Fish is among the eight most common food allergen sources. Patients allergic to fish complain about sneezing, digestive problems or skin rashes. Parvalbumin, a calcium-binding protein highly stable to heat and proteolytic digestion, has been identified as the major allergen in fish. However, also other fish proteins were recently described to cause IgE reactivity: aldolase, enolase and collagen. Aldolase and enolase have been described as allergens in cod, salmon and tuna, and collagen has been identified as an allergen in several fish species. In our lab, aldolase and enolase from rainbow trout (Oncorhynchus mykiss), a local fish closely related to salmon, have already been produced in Escherichia coli under denaturing conditions. Furthermore, former colleagues in the lab observed that some patients displayed IgE reactivity to high-molecular weight proteins in immunoblots. These proteins were identified by mass spectrometry analysis as collagens.

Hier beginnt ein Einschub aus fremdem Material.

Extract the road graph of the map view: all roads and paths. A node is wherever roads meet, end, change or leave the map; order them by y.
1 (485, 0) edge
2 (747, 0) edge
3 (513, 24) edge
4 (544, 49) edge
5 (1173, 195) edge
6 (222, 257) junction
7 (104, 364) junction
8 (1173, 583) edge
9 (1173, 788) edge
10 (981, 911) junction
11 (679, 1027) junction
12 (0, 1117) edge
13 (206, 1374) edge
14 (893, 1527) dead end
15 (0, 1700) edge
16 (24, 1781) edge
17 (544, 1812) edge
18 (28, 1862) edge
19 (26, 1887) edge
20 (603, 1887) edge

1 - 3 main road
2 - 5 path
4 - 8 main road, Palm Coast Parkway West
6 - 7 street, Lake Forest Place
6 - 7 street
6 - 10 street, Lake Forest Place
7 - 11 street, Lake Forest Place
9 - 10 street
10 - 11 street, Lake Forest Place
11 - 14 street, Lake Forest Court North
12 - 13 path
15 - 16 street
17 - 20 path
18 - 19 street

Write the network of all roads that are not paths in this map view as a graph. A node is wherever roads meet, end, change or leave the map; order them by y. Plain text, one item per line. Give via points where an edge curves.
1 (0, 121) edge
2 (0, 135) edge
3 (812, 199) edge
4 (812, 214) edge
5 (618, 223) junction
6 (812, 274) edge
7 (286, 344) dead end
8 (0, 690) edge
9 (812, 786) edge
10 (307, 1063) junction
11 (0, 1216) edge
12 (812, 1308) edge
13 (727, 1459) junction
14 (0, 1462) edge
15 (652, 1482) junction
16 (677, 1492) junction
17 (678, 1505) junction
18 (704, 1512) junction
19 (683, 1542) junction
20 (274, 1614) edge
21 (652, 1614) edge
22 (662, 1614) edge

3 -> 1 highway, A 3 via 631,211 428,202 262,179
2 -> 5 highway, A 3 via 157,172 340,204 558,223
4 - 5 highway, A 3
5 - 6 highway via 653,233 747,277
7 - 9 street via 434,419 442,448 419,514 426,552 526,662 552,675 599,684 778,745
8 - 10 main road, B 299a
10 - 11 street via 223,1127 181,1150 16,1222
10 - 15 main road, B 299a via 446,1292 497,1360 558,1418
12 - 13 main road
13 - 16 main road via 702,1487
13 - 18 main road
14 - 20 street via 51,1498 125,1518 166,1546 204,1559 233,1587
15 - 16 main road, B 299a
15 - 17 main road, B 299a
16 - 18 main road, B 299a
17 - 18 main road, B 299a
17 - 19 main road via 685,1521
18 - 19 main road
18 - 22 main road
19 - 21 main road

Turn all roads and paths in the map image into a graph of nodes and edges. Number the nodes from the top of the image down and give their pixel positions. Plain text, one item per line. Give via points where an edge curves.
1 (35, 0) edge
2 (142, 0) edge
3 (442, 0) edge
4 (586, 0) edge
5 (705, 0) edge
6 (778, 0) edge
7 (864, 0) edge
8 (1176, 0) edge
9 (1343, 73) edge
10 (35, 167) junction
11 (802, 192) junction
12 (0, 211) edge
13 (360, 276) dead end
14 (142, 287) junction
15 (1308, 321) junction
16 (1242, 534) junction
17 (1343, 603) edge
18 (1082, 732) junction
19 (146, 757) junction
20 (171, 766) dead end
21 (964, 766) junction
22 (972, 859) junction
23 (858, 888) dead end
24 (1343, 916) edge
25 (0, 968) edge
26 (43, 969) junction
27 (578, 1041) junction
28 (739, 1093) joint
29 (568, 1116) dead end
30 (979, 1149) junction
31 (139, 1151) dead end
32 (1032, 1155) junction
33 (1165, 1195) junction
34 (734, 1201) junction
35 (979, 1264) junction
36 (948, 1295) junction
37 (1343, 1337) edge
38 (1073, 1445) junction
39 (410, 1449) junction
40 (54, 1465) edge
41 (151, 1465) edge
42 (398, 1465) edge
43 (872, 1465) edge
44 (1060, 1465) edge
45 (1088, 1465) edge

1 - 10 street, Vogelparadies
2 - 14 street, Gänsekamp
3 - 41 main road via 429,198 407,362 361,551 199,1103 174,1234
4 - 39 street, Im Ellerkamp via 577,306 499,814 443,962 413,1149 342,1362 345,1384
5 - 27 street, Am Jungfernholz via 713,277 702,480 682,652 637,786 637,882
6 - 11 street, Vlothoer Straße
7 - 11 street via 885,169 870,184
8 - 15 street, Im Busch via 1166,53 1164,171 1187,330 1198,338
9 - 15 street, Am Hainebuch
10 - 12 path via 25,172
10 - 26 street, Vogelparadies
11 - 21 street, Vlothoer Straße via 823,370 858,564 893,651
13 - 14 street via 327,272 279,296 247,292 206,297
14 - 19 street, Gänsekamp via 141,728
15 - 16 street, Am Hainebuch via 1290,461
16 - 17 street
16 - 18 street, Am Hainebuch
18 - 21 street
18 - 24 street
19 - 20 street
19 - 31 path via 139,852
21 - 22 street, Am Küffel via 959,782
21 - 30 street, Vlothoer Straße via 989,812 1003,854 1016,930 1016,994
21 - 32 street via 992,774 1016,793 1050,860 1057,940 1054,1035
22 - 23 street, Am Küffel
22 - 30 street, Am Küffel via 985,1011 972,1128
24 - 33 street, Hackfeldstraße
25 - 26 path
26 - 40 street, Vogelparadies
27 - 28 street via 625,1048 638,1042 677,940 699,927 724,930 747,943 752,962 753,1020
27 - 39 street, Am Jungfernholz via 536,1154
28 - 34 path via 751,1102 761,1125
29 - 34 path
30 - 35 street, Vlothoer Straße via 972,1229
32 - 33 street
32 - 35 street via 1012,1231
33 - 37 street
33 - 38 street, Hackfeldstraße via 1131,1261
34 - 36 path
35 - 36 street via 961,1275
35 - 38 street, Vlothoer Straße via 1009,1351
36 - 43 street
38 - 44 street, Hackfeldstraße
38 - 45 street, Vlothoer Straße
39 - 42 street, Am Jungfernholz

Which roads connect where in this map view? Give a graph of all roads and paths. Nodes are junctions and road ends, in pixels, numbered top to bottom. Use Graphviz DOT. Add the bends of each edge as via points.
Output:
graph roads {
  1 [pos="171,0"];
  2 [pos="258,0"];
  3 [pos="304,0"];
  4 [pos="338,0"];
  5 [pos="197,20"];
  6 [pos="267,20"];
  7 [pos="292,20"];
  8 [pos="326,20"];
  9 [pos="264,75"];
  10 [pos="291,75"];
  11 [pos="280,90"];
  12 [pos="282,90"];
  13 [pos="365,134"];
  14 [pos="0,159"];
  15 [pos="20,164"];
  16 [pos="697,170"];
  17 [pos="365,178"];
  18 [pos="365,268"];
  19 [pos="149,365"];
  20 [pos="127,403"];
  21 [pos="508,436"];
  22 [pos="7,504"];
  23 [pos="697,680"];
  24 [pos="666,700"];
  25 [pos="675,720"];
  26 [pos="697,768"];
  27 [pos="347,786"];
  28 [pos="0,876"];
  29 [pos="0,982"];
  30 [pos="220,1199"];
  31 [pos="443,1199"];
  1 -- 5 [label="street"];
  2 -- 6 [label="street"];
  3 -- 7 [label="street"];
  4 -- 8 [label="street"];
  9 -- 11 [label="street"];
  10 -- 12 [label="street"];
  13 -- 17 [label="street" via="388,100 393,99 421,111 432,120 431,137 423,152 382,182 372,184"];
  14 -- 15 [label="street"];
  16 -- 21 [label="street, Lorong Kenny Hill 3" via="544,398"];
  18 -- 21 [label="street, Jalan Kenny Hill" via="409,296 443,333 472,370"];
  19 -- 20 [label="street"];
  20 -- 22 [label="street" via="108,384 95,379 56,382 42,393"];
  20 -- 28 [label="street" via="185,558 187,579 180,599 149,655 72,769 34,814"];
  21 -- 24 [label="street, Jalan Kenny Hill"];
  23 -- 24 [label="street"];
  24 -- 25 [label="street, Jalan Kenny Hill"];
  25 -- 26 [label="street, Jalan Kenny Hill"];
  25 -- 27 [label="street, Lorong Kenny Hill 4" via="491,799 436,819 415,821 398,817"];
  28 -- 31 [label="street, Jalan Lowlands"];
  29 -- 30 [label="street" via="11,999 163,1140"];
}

The aim of this thesis was to express trout aldolase and enolase under native conditions for later IgE-reactivity experiments as well as to purify natural collagen from Atlantic salmon (Salmo salar) and to clone IgE-reactive collagen isoforms for further recombinant production. To obtain recombinant trout aldolase and enolase under native conditions, optimal temperature and time had to be determined for expression of the proteins in Escherichia coli. For purification of natural collagen, the ideal tissue for protein extraction had to be identified and an extraction method had to be established. To determine IgE-reactive collagen isoforms, natural collagen purified from cooked skin of salmon was analyzed in IgE immunoblots with patients’ sera with known sensitization to high-molecular-weight fish proteins. Mass spectrometry analysis of the IgE-reactive protein bands allowed identification of allergenic collagen isoforms. Recombinant trout aldolase and enolase were successfully produced in E. coli under native conditions and natural salmon collagen could be purified from cooked skin. Additionally, first evidence of IgE reactivity to collagen has shown that the alpha-1(I) and alpha-2(I) chains from Atlantic salmon are allergenic. Furthermore, a cloning strategy for a cDNA coding for the collagen alpha-1(I) chain was developed. In general, recombinant production of fish allergens other than parvalbumin might contribute to a better understanding of fish allergy and should finally pave the way for better diagnosis of fish allergic individuals.